Die Grünanlage im Bötzowkiez hält sich bedeckt. Denn der Blick wird versperrt durch eine verrammelte Pommesbude und die Marmorfassade einer niegelnagelneuen City-Toilette. So entgeht einem leider der Anblick jener monströsen Skulptur aus rotem Sandstein in der Mitte des Platzes. Zwei riesige Ochsen recken sich mehrere Meter in den Himmel, umgeben von wülstig-expressionistischen Damen und Herren, die behäbig ihre tonnenschweren Luxuskörper über den Rand des Sockels quellen lassen. Die Kunst ist lang, das Leben eher kurz. Zwei magere Jugendliche üben sich gerade zu Füßen der klobigen Giganten in erstaunlich flinker Ball-Akrobatik. Standbein, Spielbein, Standbein, Spielbein, wie ein aufgescheuchter Vogel fliegt der kleine Gummi-Flummi zwischen den beiden fußballbegeisterten Zeitgenossen hin und her.
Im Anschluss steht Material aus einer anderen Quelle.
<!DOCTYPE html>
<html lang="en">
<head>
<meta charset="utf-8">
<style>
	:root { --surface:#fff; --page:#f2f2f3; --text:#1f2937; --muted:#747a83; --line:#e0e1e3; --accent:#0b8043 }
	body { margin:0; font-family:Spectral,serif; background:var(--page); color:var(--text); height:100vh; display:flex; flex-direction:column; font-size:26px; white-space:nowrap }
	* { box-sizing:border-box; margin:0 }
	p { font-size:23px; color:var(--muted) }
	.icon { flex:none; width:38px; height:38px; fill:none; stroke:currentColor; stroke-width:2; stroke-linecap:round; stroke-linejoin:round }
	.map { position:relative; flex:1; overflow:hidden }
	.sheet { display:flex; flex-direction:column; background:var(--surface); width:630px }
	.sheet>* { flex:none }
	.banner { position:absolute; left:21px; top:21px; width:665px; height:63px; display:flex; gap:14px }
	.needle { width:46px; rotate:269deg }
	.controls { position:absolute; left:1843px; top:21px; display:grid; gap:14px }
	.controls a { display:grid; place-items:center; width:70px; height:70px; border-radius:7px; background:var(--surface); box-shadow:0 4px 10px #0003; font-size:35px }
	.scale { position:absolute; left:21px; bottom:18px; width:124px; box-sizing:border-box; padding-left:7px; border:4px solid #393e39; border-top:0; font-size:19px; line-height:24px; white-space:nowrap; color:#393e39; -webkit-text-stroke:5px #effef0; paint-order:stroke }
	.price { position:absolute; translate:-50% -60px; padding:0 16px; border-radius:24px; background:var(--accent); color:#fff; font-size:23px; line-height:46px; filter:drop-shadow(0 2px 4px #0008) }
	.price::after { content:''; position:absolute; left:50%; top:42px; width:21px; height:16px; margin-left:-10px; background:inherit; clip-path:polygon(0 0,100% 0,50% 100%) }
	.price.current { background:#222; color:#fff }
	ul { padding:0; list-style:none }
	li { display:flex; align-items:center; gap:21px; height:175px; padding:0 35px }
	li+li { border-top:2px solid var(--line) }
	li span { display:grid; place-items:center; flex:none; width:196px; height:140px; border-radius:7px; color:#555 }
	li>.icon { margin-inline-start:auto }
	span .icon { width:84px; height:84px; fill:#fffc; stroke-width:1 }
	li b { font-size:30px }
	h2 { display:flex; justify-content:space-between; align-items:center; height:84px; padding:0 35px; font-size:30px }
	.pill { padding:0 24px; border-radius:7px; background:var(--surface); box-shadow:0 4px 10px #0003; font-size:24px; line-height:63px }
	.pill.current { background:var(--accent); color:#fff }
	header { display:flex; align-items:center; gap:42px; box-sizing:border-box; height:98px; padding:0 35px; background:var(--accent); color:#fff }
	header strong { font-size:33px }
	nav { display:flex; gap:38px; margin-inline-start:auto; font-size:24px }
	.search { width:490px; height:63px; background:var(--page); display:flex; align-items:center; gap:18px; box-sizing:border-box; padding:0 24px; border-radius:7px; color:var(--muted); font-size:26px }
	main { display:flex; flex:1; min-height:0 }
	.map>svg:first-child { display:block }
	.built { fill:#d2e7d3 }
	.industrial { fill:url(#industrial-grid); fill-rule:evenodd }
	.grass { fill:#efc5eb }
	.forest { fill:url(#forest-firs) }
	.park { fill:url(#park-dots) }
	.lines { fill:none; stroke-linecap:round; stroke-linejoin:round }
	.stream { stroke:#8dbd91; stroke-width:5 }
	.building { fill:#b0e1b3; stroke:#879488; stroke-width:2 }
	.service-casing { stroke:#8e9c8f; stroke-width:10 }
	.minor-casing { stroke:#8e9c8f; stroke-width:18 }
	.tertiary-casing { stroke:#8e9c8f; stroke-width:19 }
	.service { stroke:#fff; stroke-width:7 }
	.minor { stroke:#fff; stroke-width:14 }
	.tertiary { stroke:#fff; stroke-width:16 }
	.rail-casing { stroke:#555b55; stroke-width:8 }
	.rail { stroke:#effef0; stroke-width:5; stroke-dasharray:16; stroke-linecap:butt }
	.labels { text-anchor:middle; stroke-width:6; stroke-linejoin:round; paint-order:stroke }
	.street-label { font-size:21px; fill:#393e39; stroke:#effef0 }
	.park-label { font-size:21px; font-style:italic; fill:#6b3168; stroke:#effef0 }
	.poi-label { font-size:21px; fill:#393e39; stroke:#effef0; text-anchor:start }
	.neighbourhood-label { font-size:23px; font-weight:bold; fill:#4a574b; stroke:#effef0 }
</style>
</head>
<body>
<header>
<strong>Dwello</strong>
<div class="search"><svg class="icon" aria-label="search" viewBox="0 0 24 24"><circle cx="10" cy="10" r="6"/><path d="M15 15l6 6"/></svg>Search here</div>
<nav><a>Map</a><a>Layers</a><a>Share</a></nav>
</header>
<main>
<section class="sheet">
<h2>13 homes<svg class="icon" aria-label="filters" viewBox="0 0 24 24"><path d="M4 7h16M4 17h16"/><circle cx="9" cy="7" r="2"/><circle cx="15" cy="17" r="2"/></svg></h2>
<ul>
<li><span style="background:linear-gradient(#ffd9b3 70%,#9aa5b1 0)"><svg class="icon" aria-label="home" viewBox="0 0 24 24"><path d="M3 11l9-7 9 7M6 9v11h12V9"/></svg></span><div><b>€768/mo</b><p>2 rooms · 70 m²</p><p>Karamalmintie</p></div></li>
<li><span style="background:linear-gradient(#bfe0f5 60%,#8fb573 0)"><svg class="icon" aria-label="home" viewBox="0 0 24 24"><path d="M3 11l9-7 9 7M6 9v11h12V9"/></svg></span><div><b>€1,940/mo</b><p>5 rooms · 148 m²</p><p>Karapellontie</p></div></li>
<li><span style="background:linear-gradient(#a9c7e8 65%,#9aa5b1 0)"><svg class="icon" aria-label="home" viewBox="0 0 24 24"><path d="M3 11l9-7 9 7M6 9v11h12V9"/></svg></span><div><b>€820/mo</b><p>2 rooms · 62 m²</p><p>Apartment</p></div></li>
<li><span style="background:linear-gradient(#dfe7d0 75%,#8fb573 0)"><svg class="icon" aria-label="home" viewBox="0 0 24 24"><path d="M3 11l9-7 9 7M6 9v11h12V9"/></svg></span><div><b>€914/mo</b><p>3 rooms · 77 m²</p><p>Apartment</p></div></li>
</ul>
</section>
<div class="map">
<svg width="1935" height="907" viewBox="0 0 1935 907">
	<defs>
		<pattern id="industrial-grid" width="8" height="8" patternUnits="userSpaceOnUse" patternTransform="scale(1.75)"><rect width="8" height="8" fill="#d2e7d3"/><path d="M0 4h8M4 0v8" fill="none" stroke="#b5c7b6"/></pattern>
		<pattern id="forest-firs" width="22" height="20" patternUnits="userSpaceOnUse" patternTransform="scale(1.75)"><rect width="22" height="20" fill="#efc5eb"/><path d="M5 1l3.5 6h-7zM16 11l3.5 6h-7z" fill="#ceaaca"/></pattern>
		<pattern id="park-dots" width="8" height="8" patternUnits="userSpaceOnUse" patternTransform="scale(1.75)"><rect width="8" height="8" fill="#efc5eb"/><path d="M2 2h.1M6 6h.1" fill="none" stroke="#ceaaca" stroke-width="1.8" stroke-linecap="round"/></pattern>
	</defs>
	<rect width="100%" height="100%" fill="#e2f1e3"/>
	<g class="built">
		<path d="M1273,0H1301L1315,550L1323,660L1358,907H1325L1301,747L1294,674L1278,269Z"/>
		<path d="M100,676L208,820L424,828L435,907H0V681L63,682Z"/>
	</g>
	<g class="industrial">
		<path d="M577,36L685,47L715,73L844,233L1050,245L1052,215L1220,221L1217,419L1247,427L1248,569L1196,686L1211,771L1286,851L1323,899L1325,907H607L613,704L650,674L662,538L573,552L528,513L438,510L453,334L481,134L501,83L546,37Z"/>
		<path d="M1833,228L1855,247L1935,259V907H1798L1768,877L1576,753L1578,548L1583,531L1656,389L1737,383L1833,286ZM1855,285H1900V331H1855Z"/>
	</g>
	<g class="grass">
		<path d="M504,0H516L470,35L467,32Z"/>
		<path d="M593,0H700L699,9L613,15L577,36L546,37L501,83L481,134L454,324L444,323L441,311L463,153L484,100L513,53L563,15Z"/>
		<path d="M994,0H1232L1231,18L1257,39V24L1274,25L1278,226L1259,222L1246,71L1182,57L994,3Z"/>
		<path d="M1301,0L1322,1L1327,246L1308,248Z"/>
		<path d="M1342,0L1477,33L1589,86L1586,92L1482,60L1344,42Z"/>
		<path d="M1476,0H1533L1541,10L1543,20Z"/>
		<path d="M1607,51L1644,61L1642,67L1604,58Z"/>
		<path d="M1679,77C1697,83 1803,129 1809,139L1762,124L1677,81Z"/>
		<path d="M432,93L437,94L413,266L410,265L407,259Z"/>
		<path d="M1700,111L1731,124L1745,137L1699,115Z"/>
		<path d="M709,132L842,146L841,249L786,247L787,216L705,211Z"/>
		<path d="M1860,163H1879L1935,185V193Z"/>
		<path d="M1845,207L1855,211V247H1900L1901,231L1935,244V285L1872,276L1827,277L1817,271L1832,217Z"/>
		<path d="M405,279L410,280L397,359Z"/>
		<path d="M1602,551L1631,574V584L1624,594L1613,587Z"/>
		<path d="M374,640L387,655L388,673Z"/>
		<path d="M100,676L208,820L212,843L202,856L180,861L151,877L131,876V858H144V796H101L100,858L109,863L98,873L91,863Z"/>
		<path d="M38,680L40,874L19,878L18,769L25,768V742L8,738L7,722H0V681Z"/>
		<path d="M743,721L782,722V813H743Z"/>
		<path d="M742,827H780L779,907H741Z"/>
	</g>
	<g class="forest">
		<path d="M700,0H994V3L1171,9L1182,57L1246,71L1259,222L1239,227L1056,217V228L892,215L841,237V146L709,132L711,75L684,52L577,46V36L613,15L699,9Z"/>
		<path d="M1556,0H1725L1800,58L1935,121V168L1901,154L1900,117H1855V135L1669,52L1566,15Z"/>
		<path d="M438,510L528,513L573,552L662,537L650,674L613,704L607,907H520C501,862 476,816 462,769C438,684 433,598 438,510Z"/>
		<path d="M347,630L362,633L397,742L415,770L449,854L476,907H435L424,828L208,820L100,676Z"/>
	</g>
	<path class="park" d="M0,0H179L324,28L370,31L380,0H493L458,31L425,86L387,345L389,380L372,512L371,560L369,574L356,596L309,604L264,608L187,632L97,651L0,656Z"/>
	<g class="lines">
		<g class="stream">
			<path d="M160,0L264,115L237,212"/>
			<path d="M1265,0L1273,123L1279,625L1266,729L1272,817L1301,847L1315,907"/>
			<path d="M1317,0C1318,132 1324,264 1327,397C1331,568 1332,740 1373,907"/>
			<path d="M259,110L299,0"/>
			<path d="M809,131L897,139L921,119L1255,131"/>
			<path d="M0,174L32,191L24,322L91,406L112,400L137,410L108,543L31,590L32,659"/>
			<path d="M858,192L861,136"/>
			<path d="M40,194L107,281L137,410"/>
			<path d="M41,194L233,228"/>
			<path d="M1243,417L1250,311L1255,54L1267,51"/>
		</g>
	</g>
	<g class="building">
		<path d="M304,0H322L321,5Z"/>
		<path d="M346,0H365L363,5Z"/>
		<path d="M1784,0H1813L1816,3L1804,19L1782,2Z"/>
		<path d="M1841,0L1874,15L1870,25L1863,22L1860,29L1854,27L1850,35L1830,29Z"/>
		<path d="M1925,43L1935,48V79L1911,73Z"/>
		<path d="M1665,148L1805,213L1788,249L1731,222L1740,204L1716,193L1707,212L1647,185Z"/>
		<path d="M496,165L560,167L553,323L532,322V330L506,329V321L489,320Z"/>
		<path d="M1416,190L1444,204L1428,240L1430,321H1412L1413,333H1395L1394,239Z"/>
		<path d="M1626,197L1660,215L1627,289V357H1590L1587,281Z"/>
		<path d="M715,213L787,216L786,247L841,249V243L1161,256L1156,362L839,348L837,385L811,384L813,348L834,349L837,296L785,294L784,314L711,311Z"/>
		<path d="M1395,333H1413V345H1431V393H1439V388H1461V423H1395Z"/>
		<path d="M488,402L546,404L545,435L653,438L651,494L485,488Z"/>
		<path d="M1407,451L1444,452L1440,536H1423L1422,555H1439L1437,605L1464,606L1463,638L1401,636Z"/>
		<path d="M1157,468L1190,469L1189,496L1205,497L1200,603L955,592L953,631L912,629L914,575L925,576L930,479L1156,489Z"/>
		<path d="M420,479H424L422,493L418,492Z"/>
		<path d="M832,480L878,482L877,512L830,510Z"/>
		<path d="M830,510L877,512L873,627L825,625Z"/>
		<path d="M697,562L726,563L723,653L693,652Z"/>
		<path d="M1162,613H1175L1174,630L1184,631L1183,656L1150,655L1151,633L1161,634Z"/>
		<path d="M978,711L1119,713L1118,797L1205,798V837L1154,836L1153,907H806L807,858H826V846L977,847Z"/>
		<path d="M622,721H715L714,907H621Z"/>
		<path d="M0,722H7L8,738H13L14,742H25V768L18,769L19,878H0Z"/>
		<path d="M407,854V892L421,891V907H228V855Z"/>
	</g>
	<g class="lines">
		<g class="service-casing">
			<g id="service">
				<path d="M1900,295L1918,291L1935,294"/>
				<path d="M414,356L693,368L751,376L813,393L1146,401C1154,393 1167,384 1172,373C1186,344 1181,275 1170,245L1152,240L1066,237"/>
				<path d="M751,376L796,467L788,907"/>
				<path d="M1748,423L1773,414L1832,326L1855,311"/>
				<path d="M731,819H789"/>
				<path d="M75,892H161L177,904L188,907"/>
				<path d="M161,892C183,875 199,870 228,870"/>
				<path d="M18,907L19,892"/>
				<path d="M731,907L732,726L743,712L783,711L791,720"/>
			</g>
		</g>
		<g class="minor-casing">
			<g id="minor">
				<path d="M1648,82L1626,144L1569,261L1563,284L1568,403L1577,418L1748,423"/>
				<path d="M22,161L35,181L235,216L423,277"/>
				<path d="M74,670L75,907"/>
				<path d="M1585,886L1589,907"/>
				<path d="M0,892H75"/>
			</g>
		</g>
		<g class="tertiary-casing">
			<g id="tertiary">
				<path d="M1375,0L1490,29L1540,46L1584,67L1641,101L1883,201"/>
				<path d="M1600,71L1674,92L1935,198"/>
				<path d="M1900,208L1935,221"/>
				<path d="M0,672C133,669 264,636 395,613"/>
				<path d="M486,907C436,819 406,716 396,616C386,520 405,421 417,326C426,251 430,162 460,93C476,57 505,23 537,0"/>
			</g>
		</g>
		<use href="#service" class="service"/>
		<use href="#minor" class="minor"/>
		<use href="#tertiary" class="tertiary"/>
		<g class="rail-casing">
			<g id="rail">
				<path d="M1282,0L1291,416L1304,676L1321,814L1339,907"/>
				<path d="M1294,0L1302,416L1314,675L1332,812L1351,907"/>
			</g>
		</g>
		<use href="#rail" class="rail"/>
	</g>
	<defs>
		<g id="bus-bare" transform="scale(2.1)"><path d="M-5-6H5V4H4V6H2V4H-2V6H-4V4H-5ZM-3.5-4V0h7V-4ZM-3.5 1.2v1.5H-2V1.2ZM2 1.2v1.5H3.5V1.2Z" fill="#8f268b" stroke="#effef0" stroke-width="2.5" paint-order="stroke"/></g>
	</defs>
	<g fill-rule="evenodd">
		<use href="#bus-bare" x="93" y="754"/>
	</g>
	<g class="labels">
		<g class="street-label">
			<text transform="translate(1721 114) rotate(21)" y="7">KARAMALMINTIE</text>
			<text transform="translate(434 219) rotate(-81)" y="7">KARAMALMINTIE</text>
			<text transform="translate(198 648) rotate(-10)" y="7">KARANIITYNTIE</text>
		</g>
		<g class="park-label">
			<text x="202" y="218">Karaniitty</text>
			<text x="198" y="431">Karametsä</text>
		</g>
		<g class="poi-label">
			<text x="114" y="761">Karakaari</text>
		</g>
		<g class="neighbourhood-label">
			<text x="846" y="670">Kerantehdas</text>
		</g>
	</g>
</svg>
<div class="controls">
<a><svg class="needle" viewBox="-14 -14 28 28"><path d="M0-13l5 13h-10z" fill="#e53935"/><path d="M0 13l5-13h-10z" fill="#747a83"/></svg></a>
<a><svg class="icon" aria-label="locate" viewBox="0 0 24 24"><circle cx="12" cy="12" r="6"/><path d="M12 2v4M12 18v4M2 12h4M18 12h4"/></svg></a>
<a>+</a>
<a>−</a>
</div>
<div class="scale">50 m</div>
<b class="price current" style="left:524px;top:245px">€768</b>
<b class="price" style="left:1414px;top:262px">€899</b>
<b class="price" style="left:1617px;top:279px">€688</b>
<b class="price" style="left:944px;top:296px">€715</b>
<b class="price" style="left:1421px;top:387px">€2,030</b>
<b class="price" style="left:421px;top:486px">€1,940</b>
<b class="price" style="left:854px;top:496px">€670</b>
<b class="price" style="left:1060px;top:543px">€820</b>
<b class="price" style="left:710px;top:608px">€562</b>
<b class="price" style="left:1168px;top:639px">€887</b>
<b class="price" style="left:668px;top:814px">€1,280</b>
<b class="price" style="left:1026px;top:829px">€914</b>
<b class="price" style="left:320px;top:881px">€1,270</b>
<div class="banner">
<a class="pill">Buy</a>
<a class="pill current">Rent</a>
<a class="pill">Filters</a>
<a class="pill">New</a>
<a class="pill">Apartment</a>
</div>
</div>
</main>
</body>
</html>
Ochse Nr. 1 schaut derweil gleichgültig über sie hinweg. Verfolgt man seine Blickachse auf einer Karte, gleitet sie in etwa über das Gesundbrunnencenter und das Amtsgericht Wedding auf die Nervenklinik Spandau zu. Ochse Nr. 2 dagegen glotzt fatalistisch in Richtung des ehemaligen Zentralvieh- und Schlachthofs. Umsonst alles Streben – für einen Eintrag auf dem Stadtplan sind die beiden Viecher nicht groß genug, da können sie sich noch so recken und strecken. Allein das megalomanische Springbrunnen-Bassin in ihrer Mitte hat es geschafft, als blauer Kreis das Planquadrat T 12 im patentgefalteten Taschenstadtplan zu zieren.

Die zyklopische Vogeltränke und ihre steinernen Freunde haben anders als so manches Haus in der Umgebung die Zeitläufte ganz gut überstanden. Weder Royal Air Force, russische Artillerie noch rußige Autoabgase konnten dem Gesamtkunstwerk bisher etwas anhaben. Und sollten die sehr reizbaren Amerikaner demnächst einmal auf die Idee kommen, die Ostberliner Stadtteile mit Smart-Bombs zu bewerfen, die auf alles Rote reagieren, wäre der Arnswalder Platz wieder fein raus. Die Kiezsprayer haben das Ensemble mittlerweile flächendeckend mit Graffiti überdeckt, das ein wenig an den Tarnanstrich des deutschen Afrika-Korps erinnert.

Doch an diesem Tag ist – was für ein Wunder in diesem düsteren Sommer! – am Himmel nicht mal ein Wölkchen zu sehen. Die Sonne steht dicht über den Dachfirsten der Pasteurstraße und teilt den Platz in eine dunkle und eine helle Hälfte. Im schattigen Gebüsch des hinteren Teils suchen zwei Vietnamesen fluchend nach versteckten Schmuggelzigaretten. Vorn im Sonnenschein schauen zwei F 6-Raucherinnen entspannt ihren auf dem Rasen herumtollenden Kindern zu. Eigentlich lebt es sich gar nicht so schlecht hier. Die Randbebauung ist leidlich durchsaniert, an der Ecke lockt die gut ausgestattete Auslage eines Weinhändlers, und gegenüber prangt das rote Logo einer Apotheke – für alle Fälle. Wer sich nicht an den Verkehrslärm gewöhnen mag, der von der Danziger Straße herüberdröhnt, dem kann auch geholfen werden: Nur einen Steinwurf entfernt beginnt der Volkspark Friedrichshain. Dessen grauwackige Flakbunker-Reste dürften auch die Freunde melancholischer Großplastiken zufrieden stellen.